For simplicity, the date range we are using is the past 300 days from the day the model is run.
For the portfolio, each stock is weighed evenly.
#selecting stocks and date ranges
stockList = ['AAPL','MSFT','GOOG','AMZN','NVDA','META']
stocks = [stock for stock in stockList]
endDate = dt.datetime.now()
startDate = endDate - dt.timedelta(days=300)
#running function to pull data on selected stocks
meanReturns, covMatrix = get_data(stocks, startDate, endDate)
#evenly weighing each stock in portfolio
weights = [1/(len(stockList))] * len(stockList)
Creating the Monte Carlo Simulation
This model will predict 100 days into the future, and will run 400 simulations.
We create a blank table for the model to fill with it’s predicted values for each simulation.

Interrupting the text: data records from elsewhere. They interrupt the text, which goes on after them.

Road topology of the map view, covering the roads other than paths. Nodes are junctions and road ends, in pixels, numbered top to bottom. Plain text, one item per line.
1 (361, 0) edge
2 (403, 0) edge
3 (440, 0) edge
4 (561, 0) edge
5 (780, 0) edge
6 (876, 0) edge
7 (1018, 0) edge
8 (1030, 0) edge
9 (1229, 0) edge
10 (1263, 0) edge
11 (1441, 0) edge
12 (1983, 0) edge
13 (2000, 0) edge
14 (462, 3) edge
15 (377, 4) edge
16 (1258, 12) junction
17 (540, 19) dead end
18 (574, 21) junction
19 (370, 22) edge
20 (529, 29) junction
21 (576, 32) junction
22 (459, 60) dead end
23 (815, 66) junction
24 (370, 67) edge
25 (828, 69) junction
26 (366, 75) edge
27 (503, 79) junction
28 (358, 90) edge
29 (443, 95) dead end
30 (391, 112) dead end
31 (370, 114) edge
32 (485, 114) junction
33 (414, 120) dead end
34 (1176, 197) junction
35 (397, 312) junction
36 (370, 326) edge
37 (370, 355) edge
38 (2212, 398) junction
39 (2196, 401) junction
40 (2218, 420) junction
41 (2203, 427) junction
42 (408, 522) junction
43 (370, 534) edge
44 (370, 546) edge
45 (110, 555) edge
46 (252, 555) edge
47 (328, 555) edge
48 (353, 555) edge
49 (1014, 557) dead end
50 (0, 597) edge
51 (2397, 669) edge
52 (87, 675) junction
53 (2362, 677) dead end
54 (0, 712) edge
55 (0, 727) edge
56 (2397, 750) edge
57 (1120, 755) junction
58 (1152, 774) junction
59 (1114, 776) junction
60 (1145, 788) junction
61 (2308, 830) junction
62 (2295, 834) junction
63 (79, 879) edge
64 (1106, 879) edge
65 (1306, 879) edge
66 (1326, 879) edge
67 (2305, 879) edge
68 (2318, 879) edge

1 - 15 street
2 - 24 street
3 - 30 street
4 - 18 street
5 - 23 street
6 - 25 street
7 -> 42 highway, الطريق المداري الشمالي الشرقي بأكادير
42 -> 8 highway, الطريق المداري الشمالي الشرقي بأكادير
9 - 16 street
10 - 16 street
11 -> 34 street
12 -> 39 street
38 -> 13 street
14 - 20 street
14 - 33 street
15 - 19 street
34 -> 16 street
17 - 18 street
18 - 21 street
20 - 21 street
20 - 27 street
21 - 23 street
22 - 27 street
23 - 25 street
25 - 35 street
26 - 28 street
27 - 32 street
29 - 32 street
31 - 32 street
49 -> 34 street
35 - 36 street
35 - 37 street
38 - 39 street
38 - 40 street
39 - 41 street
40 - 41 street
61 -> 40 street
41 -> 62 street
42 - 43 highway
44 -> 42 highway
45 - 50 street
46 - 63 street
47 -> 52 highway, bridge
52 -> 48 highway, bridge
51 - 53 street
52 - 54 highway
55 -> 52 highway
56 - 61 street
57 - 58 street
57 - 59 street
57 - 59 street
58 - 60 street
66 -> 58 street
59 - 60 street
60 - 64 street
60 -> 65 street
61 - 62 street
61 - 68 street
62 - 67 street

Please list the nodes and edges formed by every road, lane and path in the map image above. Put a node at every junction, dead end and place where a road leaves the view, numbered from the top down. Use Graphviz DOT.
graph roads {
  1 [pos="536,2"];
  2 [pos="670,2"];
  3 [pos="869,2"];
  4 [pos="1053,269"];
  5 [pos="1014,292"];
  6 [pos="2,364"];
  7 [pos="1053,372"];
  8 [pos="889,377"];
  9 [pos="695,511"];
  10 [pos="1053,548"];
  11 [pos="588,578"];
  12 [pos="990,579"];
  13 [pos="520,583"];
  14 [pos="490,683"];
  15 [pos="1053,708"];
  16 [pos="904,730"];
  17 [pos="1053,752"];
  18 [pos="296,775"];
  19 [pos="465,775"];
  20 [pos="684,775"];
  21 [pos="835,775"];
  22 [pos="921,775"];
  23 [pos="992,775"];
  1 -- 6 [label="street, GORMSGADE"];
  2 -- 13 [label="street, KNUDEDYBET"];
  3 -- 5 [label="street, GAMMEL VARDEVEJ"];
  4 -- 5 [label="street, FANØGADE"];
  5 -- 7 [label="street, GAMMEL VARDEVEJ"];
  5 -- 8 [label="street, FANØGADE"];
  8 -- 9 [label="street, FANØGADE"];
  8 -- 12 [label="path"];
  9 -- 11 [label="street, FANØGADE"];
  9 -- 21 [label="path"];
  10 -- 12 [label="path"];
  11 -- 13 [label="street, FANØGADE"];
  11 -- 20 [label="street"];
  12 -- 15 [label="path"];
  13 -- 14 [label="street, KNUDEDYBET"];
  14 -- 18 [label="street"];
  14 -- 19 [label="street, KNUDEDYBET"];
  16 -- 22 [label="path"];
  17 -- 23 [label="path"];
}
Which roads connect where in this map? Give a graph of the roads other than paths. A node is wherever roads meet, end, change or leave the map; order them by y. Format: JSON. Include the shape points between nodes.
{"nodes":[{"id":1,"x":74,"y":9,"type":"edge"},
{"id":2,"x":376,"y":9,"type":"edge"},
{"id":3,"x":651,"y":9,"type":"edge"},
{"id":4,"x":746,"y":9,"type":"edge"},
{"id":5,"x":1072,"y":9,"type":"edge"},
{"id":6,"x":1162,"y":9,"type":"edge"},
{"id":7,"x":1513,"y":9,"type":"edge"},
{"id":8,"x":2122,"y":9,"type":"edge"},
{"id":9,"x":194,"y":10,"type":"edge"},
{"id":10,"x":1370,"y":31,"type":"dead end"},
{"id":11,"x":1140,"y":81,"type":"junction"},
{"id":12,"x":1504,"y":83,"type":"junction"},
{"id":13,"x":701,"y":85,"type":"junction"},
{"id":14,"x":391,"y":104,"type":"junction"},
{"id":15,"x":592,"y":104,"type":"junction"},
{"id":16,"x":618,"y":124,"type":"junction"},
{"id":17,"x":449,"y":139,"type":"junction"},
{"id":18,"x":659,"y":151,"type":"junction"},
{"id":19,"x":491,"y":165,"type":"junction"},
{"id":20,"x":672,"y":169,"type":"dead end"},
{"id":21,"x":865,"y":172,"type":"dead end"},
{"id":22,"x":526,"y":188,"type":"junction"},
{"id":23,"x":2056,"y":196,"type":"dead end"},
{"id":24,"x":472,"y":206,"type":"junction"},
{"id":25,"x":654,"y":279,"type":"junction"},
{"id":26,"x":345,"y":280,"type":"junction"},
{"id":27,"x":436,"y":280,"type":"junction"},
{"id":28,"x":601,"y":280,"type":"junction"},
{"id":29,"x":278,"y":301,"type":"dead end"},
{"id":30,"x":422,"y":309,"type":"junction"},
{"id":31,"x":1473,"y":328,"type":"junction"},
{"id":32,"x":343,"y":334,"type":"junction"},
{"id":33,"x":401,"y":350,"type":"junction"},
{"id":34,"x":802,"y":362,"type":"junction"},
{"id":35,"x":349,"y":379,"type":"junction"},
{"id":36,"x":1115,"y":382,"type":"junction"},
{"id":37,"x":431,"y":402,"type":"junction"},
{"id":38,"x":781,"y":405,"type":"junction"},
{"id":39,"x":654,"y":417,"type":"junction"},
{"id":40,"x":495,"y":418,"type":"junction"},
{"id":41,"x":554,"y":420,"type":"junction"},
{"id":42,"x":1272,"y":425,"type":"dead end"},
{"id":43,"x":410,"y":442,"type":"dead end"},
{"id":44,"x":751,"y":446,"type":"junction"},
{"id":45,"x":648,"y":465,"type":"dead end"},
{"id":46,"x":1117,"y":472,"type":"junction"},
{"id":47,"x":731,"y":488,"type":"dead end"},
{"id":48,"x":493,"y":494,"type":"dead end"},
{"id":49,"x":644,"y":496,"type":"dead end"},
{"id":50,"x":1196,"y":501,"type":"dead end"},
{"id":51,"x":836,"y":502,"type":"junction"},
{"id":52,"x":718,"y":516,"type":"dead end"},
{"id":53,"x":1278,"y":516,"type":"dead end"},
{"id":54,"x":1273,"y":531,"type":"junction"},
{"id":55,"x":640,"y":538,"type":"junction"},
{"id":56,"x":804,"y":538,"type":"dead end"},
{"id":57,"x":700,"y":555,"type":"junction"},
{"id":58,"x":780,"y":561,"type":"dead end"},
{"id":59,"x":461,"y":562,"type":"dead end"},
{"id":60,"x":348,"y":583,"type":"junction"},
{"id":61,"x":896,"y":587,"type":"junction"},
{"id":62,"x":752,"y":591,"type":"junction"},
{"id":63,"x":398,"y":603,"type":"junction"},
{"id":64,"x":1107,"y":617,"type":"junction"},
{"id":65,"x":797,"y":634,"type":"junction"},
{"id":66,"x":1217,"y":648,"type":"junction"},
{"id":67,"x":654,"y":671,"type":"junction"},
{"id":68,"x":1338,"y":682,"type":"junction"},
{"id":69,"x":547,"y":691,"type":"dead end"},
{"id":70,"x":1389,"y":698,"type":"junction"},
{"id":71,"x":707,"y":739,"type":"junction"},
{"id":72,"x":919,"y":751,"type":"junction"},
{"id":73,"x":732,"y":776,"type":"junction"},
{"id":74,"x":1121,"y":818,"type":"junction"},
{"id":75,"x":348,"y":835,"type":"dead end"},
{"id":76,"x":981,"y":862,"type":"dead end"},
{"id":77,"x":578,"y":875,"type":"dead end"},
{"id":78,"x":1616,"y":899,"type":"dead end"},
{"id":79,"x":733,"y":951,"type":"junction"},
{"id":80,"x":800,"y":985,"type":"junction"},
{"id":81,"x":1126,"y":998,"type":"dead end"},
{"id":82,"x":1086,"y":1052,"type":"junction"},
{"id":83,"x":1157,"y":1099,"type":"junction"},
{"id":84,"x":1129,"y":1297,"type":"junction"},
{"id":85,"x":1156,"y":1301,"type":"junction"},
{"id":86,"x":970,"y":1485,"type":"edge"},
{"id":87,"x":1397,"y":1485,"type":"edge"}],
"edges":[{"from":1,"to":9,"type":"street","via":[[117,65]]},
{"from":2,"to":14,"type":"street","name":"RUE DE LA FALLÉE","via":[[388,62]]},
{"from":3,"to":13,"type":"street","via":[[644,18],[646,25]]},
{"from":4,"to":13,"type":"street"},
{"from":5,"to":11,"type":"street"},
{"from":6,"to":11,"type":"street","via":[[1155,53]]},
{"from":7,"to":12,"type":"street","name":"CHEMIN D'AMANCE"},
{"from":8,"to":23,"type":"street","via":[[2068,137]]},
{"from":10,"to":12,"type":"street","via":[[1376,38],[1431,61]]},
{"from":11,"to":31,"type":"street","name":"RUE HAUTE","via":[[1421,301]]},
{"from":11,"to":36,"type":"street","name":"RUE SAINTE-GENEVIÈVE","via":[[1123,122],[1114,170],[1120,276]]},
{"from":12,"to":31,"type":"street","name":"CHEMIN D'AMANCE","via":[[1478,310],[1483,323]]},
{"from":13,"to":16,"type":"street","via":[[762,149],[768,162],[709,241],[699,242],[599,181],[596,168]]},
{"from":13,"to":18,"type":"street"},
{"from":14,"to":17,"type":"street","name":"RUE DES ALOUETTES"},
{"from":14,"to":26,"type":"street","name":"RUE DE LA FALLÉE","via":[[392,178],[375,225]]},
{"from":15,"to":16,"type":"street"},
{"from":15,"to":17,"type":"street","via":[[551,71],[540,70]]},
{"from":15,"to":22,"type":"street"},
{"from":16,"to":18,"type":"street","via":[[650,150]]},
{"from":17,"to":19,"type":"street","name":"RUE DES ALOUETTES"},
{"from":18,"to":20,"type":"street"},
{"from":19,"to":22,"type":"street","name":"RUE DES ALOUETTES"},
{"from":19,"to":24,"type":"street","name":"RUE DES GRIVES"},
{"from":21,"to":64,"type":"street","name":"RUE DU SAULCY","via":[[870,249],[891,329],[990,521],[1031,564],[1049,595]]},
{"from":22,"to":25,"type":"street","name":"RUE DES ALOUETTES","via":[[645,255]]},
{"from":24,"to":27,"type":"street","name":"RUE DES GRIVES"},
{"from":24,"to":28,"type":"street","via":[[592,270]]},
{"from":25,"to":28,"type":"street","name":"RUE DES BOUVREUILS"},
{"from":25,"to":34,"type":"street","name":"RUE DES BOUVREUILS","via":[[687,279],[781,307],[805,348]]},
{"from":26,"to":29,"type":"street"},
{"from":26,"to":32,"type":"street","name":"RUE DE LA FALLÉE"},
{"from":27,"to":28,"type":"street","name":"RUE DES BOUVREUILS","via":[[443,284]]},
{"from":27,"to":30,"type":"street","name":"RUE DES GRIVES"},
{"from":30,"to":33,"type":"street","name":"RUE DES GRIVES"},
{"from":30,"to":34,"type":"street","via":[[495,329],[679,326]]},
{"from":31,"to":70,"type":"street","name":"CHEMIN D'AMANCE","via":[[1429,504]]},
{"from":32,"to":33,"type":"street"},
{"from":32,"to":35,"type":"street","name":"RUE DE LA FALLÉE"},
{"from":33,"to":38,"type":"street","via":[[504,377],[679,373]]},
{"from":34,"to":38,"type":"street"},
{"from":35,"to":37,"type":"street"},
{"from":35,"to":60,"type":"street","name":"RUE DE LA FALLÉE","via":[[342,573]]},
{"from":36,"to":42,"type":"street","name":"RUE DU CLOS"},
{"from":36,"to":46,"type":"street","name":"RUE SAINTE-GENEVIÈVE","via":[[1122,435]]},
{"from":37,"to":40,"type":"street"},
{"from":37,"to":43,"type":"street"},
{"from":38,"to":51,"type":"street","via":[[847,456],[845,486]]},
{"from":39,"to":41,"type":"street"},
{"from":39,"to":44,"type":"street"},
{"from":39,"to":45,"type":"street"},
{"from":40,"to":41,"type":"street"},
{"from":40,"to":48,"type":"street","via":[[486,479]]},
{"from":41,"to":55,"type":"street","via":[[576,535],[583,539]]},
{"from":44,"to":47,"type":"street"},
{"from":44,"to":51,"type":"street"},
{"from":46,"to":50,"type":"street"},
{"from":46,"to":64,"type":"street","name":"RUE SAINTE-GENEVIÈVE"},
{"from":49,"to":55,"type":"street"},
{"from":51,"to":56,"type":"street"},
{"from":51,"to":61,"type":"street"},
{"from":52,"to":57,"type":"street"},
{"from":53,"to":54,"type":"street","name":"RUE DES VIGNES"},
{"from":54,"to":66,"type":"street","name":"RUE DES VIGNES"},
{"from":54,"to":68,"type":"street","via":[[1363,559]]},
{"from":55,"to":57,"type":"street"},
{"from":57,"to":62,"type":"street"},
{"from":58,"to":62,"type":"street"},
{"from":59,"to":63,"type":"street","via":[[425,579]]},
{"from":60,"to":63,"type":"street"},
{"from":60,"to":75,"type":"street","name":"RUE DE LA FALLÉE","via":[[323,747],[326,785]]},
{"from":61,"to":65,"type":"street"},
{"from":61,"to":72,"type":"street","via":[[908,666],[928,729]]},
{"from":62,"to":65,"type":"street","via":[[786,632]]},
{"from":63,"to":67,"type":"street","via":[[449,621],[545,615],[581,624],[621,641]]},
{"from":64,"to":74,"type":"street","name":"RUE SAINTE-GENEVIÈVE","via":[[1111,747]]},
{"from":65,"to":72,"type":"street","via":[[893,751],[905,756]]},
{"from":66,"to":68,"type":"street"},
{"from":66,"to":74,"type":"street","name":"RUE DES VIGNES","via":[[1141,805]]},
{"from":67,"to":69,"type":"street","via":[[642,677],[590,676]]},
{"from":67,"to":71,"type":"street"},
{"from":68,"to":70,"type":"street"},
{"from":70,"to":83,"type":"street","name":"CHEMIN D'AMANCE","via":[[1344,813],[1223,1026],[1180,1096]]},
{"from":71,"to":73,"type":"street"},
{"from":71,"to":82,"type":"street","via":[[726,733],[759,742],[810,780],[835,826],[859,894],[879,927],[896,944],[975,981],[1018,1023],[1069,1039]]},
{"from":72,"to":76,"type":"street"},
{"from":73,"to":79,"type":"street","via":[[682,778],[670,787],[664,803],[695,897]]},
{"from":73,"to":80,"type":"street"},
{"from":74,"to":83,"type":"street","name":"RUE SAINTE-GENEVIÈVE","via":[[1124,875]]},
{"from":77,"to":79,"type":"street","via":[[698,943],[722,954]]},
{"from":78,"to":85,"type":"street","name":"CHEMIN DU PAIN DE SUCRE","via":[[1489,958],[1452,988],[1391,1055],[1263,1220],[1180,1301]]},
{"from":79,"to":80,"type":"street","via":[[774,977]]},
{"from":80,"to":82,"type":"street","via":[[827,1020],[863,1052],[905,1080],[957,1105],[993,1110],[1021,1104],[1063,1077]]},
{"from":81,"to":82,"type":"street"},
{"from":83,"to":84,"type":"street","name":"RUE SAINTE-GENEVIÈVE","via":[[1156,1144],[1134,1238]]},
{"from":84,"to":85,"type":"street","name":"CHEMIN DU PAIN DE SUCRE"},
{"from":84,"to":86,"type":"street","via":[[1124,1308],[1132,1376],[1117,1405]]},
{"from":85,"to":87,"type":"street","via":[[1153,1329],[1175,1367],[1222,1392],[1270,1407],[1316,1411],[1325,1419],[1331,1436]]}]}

The model uses a normal distribution and the cholesky decomposition on the covariance matrix. It sums the daily returns to return a cumulative product, showing how the portfolio will grow/fall over our time period.
# monte carlo simulation
mc_sims = 400 # number of simulations
T = 100 #timeframe in days
meanM = np.full(shape=(T, len(weights)), fill_value=meanReturns)
meanM = meanM.T
portfolio_sims = np.full(shape=(T, mc_sims), fill_value=0.0)
initialPortfolio = 10000
for m in range(0, mc_sims):
Z = np.random.normal(size=(T, len(weights)))#uncorrelated RV's
L = np.linalg.cholesky(covMatrix) #cholesky decomposition
dailyReturns = meanM + np.inner(L, Z) #correlated daily returns for individual stocks
portfolio_sims[:,m] = np.cumprod(np.inner(weights, dailyReturns.T)+1)*initialPortfolio
Results of the simulation
Here are how the plots of the Monte Carlo look with different numbers of simulations. I find it helpful to show the simulation in stages as a single image with 400 lines can be difficult to comprehend.
#plotting the simulation
plt.plot(portfolio_sims)
plt.ylabel('Predicted Portfolio Value ($)')
plt.xlabel('Days')
plt.title('Monte Carlo Simulation of Stock Portfolio')
plt.show()
This is how the model looks with 1 simulation:
This is how the model looks with 10 simulations:
This is how the model looks with 50 simulations:
This is how the model looks with 400 simulations:
As we add more simulations we see a wider and denser scope of possibilities. On average we should expect a moderate upward trend where portfolio value steadily increases as days pass. There are some more fringe cases which show a sharper upward trend in portfolio value, and cases where the portfolio decreases over time.
This was an interesting exercise for me, I can see how this would be useful to predict and show the range of possibilities of an expected outcome. It can be applied to areas beyond stock portfolios such as sales forecasting, energy usage etc.
Thank you for reading
This project was a great way for me to explore what I’m capable of doing in Python. I hope to carry on learning and being able to do even more as a data analyst as I continue to develop my knowledge of tools like Python, SQL and PowerBI.